OPINION. La captation du carbone est une solution qui marche et doit être développée et financée, argumente le directeur du suisse Climeworks, mais on ne fera pas l’économie d’une réduction drastique des émissions

Une installation de Climeworks pour capturer le CO2 dans l'air, dans une usine d'incinération. Hinwil (ZU), juillet 2017.   — © ARND WIEGMANN / REUTERS
Une installation de Climeworks pour capturer le CO2 dans l'air, dans une usine d'incinération. Hinwil (ZU), juillet 2017. — © ARND WIEGMANN / REUTERS

Ce texte fait partie d'une semaine spéciale de débats consacrés aux défis économiques de la crise climatique.

Le dernier rapport du GIEC est sans équivoque: ni les réductions d’émissions, ni l’élimination du carbone atmosphérique ne permettront, à elles seules, de limiter le réchauffement planétaire sous le seuil de 1,5°C. En revanche, le groupe de scientifiques a fait savoir que la combinaison de ces deux approches nous donnait de grandes chances de respecter l’Accord de Paris. D’ici au milieu du siècle, nous devrons d’abord réduire nos émissions annuelles au plus proche de zéro et retirer chaque année de 3 à 12 milliards de tonnes de CO2 de l’atmosphère.

Certes, il s’agit probablement là du plus grand défi auquel ait été confrontée l’humanité dans son histoire. Mais il existe aujourd’hui une myriade de solutions pour y parvenir. Et il ne fait plus aucun doute que la capture atmosphérique du CO2 en est une.

Depuis plus de dix ans, Climeworks développe une solution de capture directe dans l’atmosphère du dioxyde de carbone. Nos collecteurs de CO2 modulaires, alimentés exclusivement par des énergies renouvelables, permettent de capturer le CO2 afin de le stocker durablement. En effet, au contact de roches volcaniques, telles que le basalte, le dioxyde de carbone reprend sa forme rocheuse: un phénomène naturel, aussi connu sous le nom de minéralisation, que nous effectuons en Islande grâce à notre partenaire Carbfix. Cette technique dite de capture directe dans l’atmosphère du CO2 couplée à la minéralisation présente un certain nombre d’avantages parmi lesquels son additionnalité, sa mesurabilité, sa capacité de déploiement et son caractère permanent.

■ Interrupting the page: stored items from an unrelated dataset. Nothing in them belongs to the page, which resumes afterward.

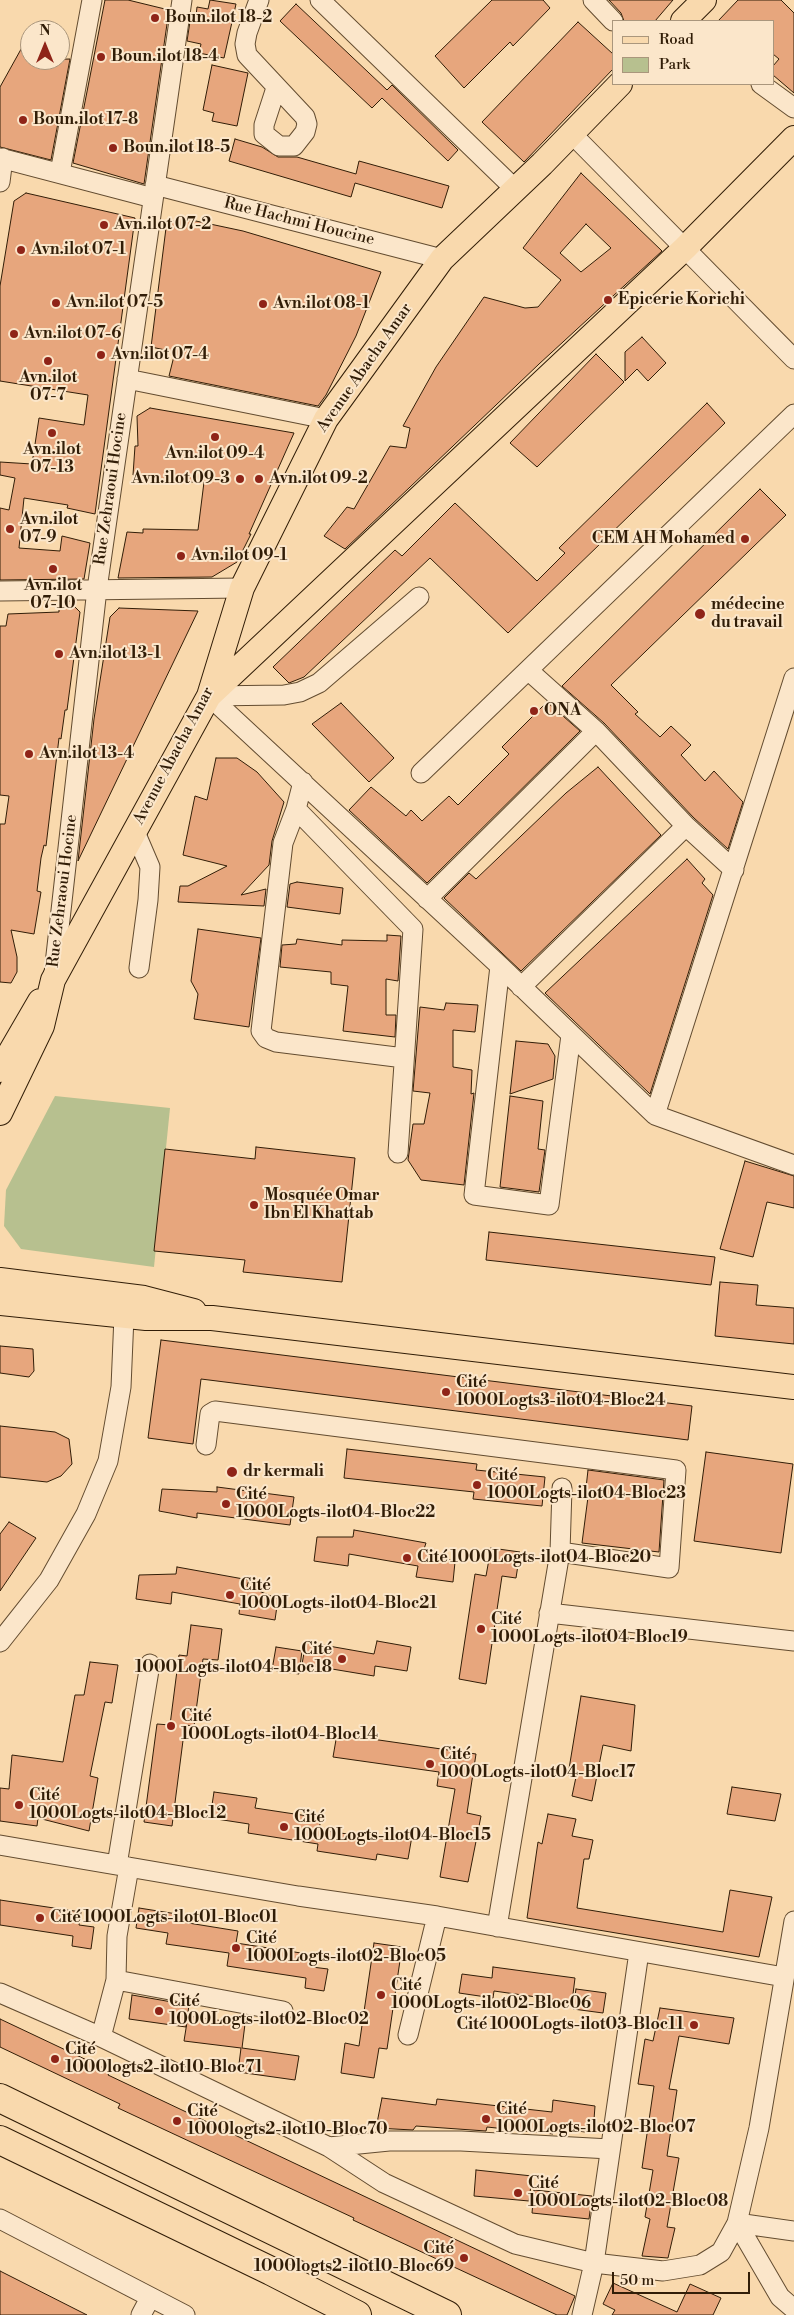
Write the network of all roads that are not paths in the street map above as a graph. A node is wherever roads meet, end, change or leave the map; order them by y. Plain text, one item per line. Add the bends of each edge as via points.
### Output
1 (92, 0) edge
2 (182, 0) edge
3 (259, 0) edge
4 (320, 0) edge
5 (593, 0) edge
6 (704, 0) edge
7 (612, 20) edge
8 (684, 20) edge
9 (619, 85) edge
10 (762, 85) edge
11 (276, 88) dead end
12 (794, 108) edge
13 (572, 134) junction
14 (794, 138) edge
15 (2, 158) edge
16 (60, 173) junction
17 (0, 182) edge
18 (514, 189) junction
19 (154, 192) junction
20 (685, 248) junction
21 (442, 259) junction
22 (794, 359) edge
23 (127, 380) junction
24 (794, 414) edge
25 (326, 419) junction
26 (242, 588) junction
27 (97, 589) junction
28 (0, 591) edge
29 (420, 597) dead end
30 (529, 671) junction
31 (794, 678) edge
32 (209, 696) junction
33 (596, 731) junction
34 (421, 773) dead end
35 (303, 782) junction
36 (296, 809) junction
37 (686, 826) junction
38 (135, 832) junction
39 (734, 870) junction
40 (427, 899) junction
41 (500, 966) junction
42 (139, 968) dead end
43 (53, 980) junction
44 (522, 986) junction
45 (572, 1035) junction
46 (404, 1058) junction
47 (0, 1070) edge
48 (0, 1113) edge
49 (655, 1115) junction
50 (398, 1153) dead end
51 (794, 1165) edge
52 (0, 1272) edge
53 (0, 1280) edge
54 (29, 1284) junction
55 (0, 1303) edge
56 (122, 1305) junction
57 (794, 1387) edge
58 (206, 1445) dead end
59 (562, 1488) dead end
60 (560, 1552) junction
61 (550, 1612) junction
62 (794, 1641) edge
63 (0, 1642) edge
64 (150, 1664) dead end
65 (0, 1846) edge
66 (123, 1866) junction
67 (437, 1916) junction
68 (794, 1921) edge
69 (498, 1927) junction
70 (639, 1952) junction
71 (784, 1977) junction
72 (116, 1980) junction
73 (0, 1992) edge
74 (787, 2005) edge
75 (283, 2011) dead end
76 (408, 2035) dead end
77 (101, 2037) junction
78 (0, 2098) edge
79 (1, 2141) edge
80 (329, 2147) junction
81 (610, 2149) junction
82 (3, 2219) edge
83 (737, 2223) junction
84 (794, 2231) edge
85 (594, 2263) junction
86 (145, 2307) edge
87 (794, 2309) edge
88 (185, 2315) edge
89 (357, 2315) edge
90 (447, 2315) edge
91 (582, 2315) edge

1 - 16 street
2 - 19 street, Rue Zehraoui Hocine
3 - 11 street via 247,33 247,55
4 - 18 street
5 - 7 street
6 - 8 main road
9 - 13 main road, Avenue Abacha Amar
10 - 12 street
13 - 18 main road, Avenue Abacha Amar
13 - 20 street
14 - 20 main road
15 - 16 street, Rue Hachmi Houcine
15 - 17 street
16 - 19 street, Rue Hachmi Houcine
18 - 21 main road, Avenue Abacha Amar
19 - 21 street, Rue Hachmi Houcine
19 - 23 street, Rue Zehraoui Hocine
20 - 22 street
20 - 32 main road
21 - 25 main road, Avenue Abacha Amar
23 - 25 street
23 - 27 street, Rue Zehraoui Hocine
24 - 30 street
25 - 26 main road, Avenue Abacha Amar
26 - 27 street
26 - 32 main road, Avenue Abacha Amar
27 - 28 street
27 - 43 street, Rue Zehraoui Hocine
29 - 32 street via 319,683 300,692
30 - 33 street
30 - 34 street
31 - 39 street
32 - 35 street
32 - 38 main road, Avenue Abacha Amar
33 - 37 street
33 - 40 street
35 - 36 street
35 - 40 street
36 - 46 street via 413,929
36 - 46 street via 283,843 261,1031 266,1038 276,1042
37 - 39 street
37 - 44 street
38 - 42 street via 150,867
38 - 43 main road, Avenue Abacha Amar
39 - 49 street
40 - 41 street
41 - 44 street
41 - 45 street via 474,1195 549,1205
43 - 47 main road
43 - 48 main road, Avenue Abacha Amar via 42,1026
44 - 45 street
45 - 49 street
46 - 50 street
49 - 51 street
52 - 54 main road
53 - 54 main road
54 - 56 main road
55 - 56 main road
56 - 57 main road via 168,1319 212,1318
56 - 63 street via 121,1387 108,1461 86,1514 49,1580
58 - 60 street via 210,1414 215,1411 676,1470 668,1568
59 - 60 street
60 - 61 street
61 - 62 street
61 - 69 street
64 - 66 street
65 - 66 street
66 - 67 street
66 - 72 street
67 - 69 street
67 - 76 street
68 - 71 street
69 - 70 street
70 - 71 street
70 - 81 street
71 - 74 street
72 - 75 street
72 - 77 street
73 - 77 street
74 - 83 street
77 - 80 street
78 - 90 highway
79 - 89 highway via 271,2270
80 - 81 street via 389,2141 461,2141
80 - 85 street via 384,2183 515,2244
81 - 85 street
82 - 86 street
83 - 84 street
83 - 85 street via 721,2252 700,2265 663,2271
83 - 87 street via 780,2297
85 - 91 street
86 - 88 street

Avec plus de 100 000 heures d’expériences opérationnelles sur nos différentes installations, nous avons acquis un savoir précieux sur ces technologies, leur capacité mais aussi leurs limites. En septembre 2021, nous avons ouvert la première installation de capture et stockage permanent de CO2 au monde, d’une capacité nominale de 4000 tonnes par an. Baptisée Orca, elle nous permet aujourd’hui d’affirmer que le développement de cette technologie à beaucoup plus grande échelle est possible. Nous avons d’ores et déjà lancé la construction de Mammoth, dont la capacité nominale sera 9 fois supérieure, atteignant jusqu’à 36 000 tonnes par an. Ces déploiements sont des étapes essentielles sur la route qui nous mènera vers des capacités de plusieurs millions de tonnes d’ici à 2030 et jusqu’à un milliard d’ici à 2050.

Lire aussi: Climeworks, la start-up zurichoise qui piège le CO₂ en Islande

Afin d’atteindre ces échelles, il nous faut accélérer dans la création d’une filière industrielle. Il appartient désormais à tous les acteurs de s’emparer du sujet: des politiques publiques d’investissement ambitieuses doivent être mises en place – le récent plan de l’administration Biden, qui y consacre plusieurs milliards de dollars, en est un exemple concret. L’émergence d’une demande soutenue de la part des entreprises sera également nécessaire. Nous travaillons aujourd’hui avec des centaines d’organisations pionnières afin de les accompagner dans leur stratégie de réduction d’émissions, mais il en faudra encore beaucoup d’autres. Le monde académique doit également dès à présent former les talents de demain et encourager la recherche dans ce domaine. En somme, le secteur doit connaître un essor colossal dans la décennie à venir, semblable à celui qu’a connu l’énergie solaire lors de la décennie passée.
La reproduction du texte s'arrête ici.